▶ ABOUT THIS EXERCISE
Pick out each line with the word "Chemin" from the material that follows.
[RECORD EXTRACTS Boundary: Start]
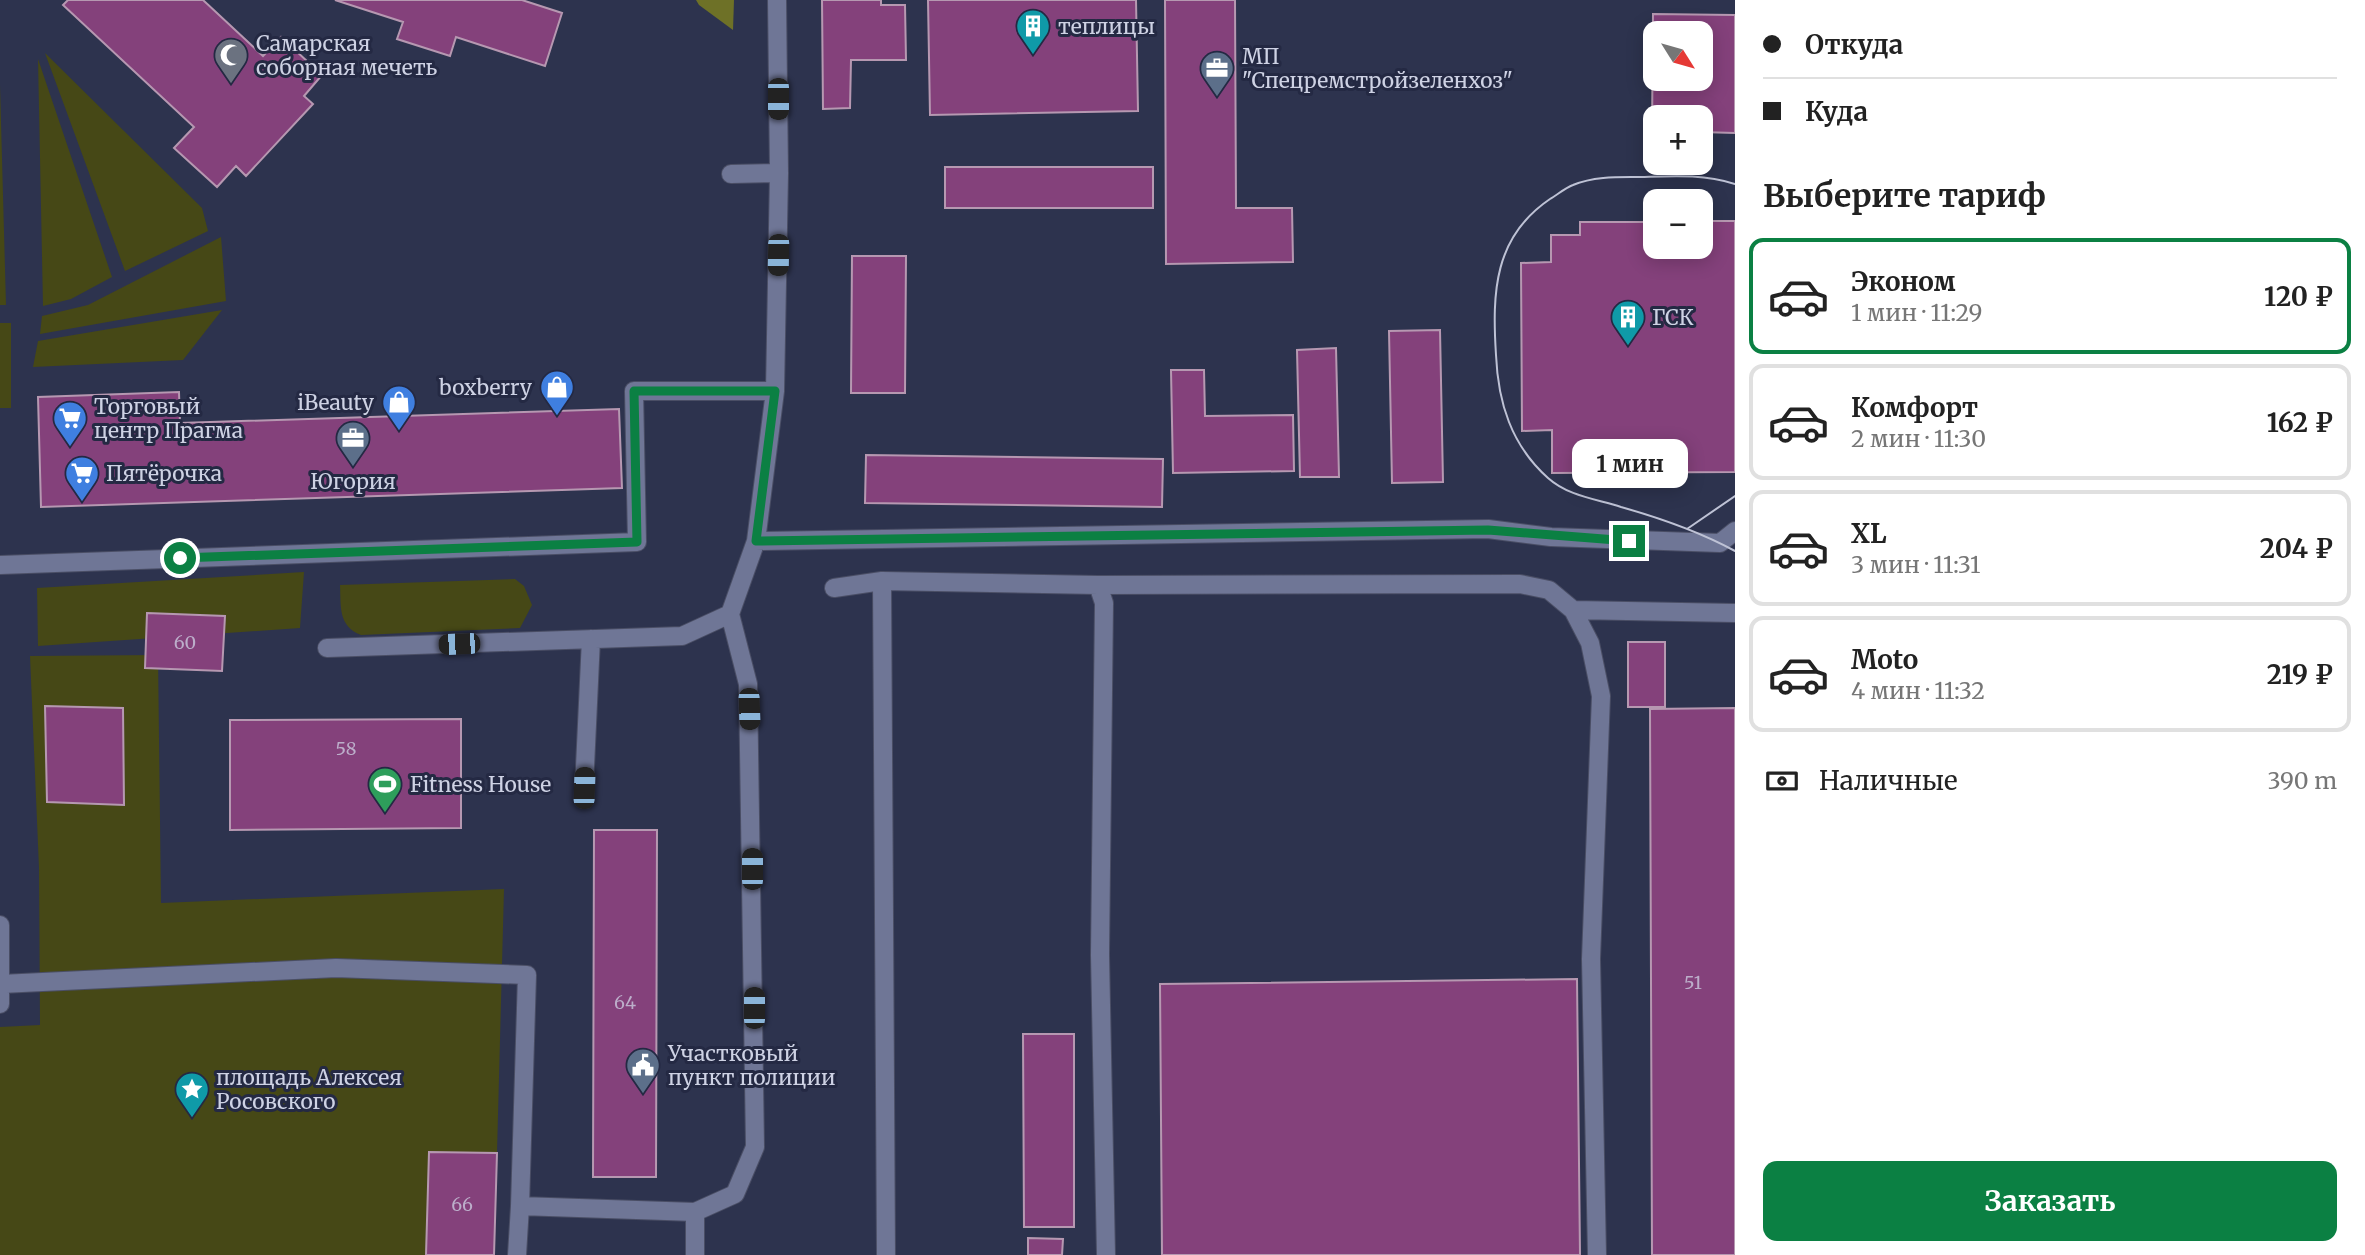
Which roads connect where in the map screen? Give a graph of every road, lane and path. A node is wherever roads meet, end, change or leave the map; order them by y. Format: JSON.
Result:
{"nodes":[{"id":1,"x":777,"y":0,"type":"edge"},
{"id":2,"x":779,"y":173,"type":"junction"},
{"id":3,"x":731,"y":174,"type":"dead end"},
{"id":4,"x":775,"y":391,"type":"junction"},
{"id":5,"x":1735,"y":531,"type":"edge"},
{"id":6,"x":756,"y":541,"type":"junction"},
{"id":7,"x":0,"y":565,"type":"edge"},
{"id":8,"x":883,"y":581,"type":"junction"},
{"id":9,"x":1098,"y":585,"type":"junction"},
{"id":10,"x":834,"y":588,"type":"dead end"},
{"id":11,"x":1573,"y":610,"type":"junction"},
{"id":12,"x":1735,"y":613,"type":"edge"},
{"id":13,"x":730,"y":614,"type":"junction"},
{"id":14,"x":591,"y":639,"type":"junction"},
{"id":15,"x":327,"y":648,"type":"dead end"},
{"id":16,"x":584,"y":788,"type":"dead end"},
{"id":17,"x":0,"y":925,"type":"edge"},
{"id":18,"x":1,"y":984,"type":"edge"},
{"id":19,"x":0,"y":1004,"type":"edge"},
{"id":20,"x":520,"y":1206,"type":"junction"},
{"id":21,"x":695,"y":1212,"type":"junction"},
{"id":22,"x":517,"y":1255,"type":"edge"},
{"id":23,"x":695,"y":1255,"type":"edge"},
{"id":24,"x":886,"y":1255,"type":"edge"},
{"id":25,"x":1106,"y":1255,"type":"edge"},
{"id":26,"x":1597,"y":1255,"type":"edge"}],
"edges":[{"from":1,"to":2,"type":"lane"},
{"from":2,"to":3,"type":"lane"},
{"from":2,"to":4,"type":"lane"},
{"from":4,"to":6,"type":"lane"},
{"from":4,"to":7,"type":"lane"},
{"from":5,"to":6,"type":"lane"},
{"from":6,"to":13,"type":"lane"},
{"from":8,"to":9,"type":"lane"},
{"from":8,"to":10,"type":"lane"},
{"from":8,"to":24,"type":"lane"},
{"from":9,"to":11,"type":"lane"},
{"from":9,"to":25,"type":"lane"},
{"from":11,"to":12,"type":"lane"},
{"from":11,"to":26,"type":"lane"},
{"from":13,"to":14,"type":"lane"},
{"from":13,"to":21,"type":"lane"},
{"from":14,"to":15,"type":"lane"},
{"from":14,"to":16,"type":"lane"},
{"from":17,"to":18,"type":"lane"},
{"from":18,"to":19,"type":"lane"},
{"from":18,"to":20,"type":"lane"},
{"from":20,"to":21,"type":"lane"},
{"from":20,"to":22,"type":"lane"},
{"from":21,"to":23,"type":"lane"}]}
[RECORD EXTRACTS Boundary: End]
[RECORD EXTRACTS Boundary: Start]
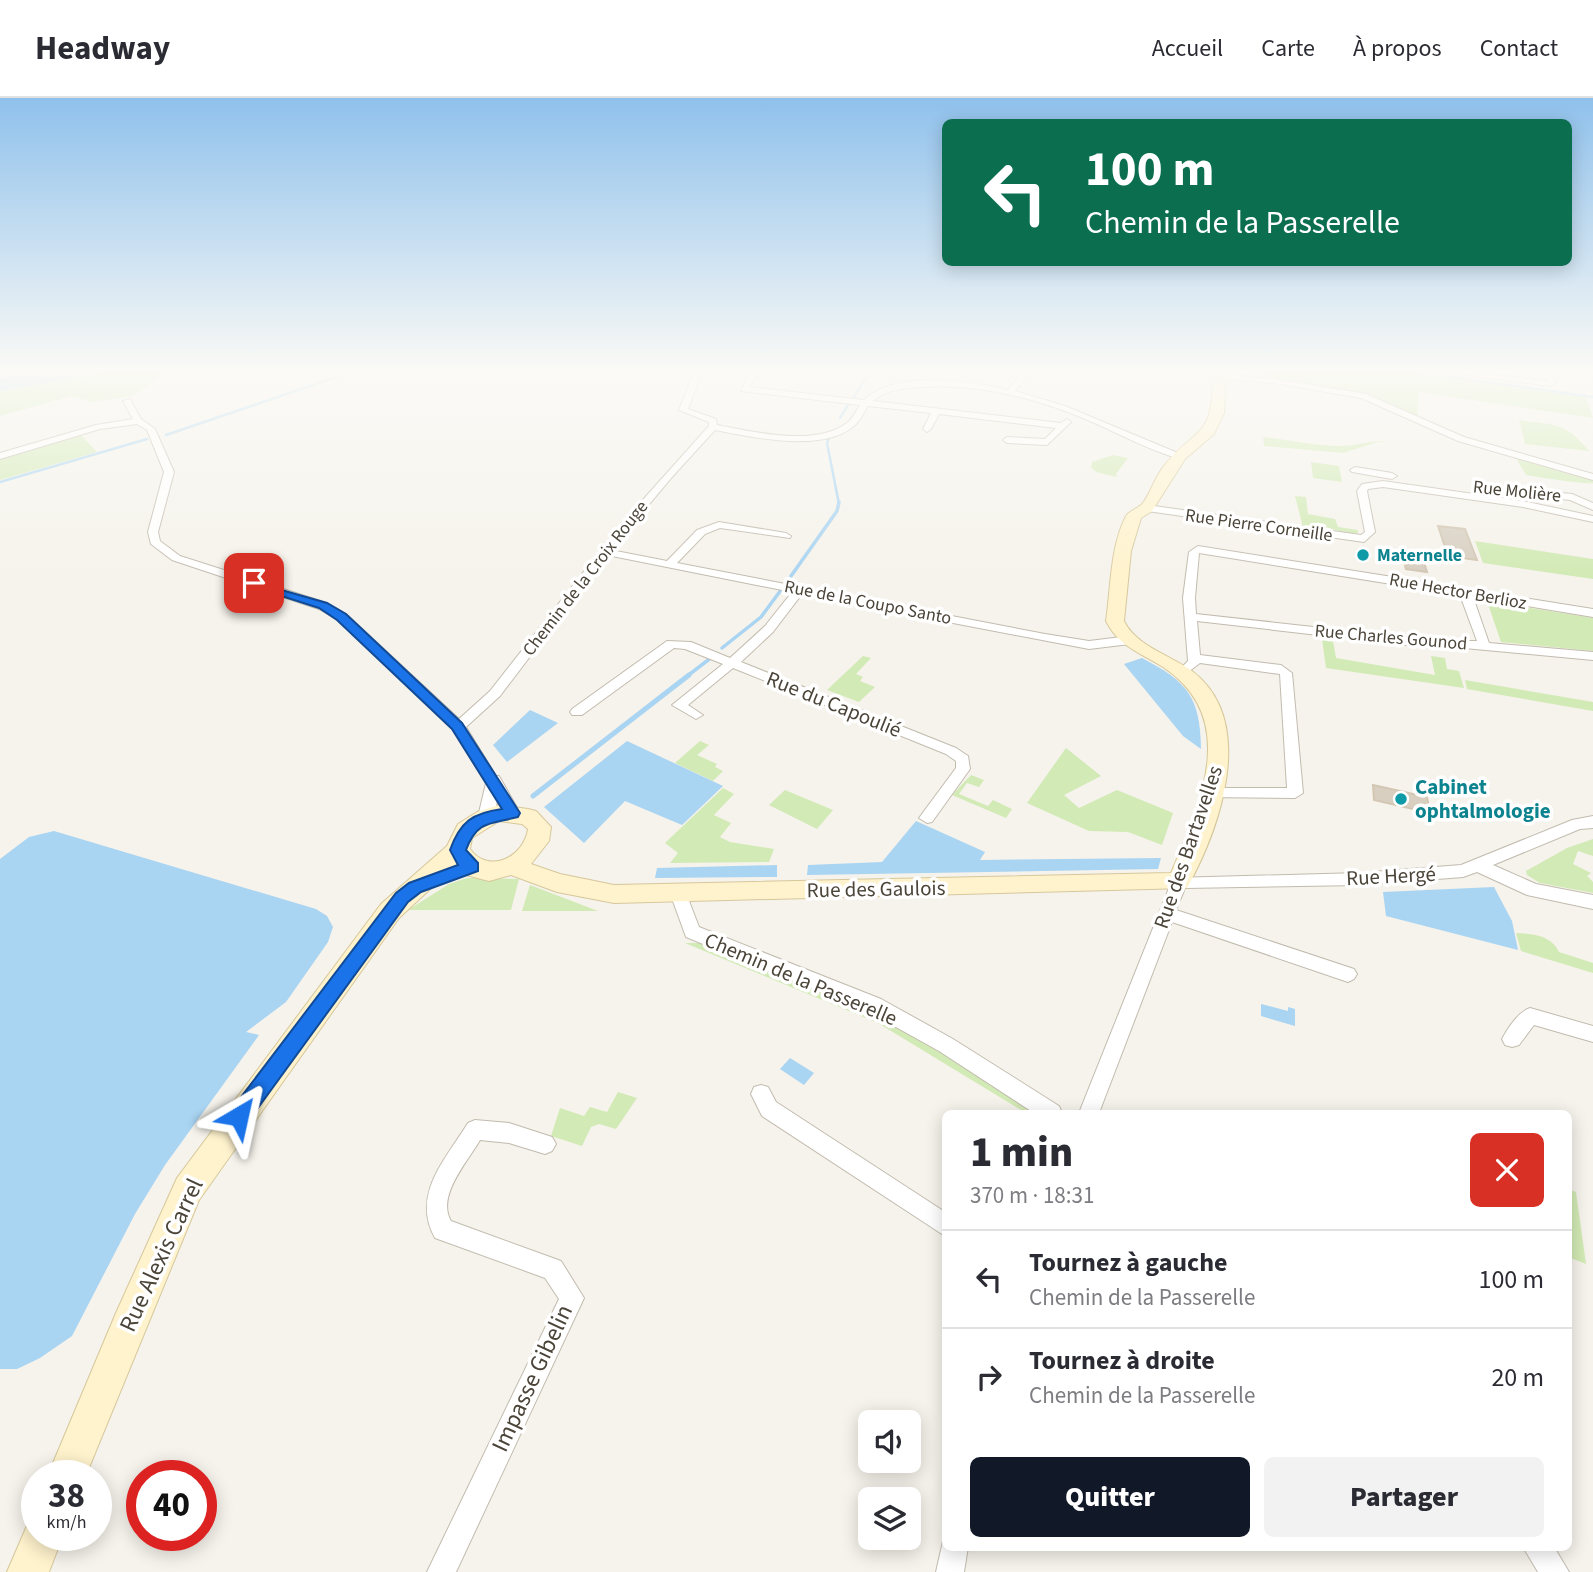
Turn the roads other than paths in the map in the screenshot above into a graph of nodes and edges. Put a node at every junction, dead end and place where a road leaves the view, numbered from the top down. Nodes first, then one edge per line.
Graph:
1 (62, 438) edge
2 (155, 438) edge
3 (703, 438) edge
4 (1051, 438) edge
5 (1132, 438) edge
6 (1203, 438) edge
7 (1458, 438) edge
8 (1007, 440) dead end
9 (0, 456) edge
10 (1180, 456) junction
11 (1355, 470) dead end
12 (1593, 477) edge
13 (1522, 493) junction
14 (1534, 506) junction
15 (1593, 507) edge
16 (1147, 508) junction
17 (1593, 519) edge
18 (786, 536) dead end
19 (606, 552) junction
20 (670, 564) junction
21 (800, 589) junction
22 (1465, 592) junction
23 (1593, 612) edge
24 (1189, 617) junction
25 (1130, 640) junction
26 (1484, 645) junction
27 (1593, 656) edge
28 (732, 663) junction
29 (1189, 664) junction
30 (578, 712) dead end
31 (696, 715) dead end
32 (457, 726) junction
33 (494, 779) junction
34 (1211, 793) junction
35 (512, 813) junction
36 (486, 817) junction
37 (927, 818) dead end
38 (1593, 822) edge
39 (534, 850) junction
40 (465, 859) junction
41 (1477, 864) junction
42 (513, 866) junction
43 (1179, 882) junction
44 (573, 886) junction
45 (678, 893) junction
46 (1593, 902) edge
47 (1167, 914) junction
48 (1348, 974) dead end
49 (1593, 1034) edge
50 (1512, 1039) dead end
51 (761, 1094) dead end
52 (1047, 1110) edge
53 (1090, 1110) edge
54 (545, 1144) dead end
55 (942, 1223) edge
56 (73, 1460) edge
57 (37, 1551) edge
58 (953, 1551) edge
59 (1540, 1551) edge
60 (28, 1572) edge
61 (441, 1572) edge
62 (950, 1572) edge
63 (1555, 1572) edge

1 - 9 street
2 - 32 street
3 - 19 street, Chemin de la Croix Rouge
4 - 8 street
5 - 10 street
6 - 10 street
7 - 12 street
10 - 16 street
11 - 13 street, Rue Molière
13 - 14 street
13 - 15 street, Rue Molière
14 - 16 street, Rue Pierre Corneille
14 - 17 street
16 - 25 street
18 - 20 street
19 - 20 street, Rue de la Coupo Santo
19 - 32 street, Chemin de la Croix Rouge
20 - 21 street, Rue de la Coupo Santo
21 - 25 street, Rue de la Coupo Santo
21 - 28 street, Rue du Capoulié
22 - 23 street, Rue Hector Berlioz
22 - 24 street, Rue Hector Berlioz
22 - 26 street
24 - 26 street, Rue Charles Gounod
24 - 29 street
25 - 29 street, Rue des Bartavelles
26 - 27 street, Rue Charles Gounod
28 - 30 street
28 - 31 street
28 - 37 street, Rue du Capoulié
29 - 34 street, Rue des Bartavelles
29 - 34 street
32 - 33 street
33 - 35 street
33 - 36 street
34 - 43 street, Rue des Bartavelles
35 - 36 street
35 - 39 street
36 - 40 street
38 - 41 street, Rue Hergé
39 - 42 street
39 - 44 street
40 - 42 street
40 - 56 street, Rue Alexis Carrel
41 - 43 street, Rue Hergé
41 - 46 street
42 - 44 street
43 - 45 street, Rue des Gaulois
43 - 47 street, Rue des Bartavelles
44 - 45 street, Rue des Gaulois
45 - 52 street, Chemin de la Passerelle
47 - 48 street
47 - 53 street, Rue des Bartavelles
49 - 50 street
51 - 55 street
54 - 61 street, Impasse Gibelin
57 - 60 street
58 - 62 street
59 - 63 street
[RECORD EXTRACTS Boundary: End]
▶ EXERCISE ANSWER
3 - 19 street, Chemin de la Croix Rouge
19 - 32 street, Chemin de la Croix Rouge
45 - 52 street, Chemin de la Passerelle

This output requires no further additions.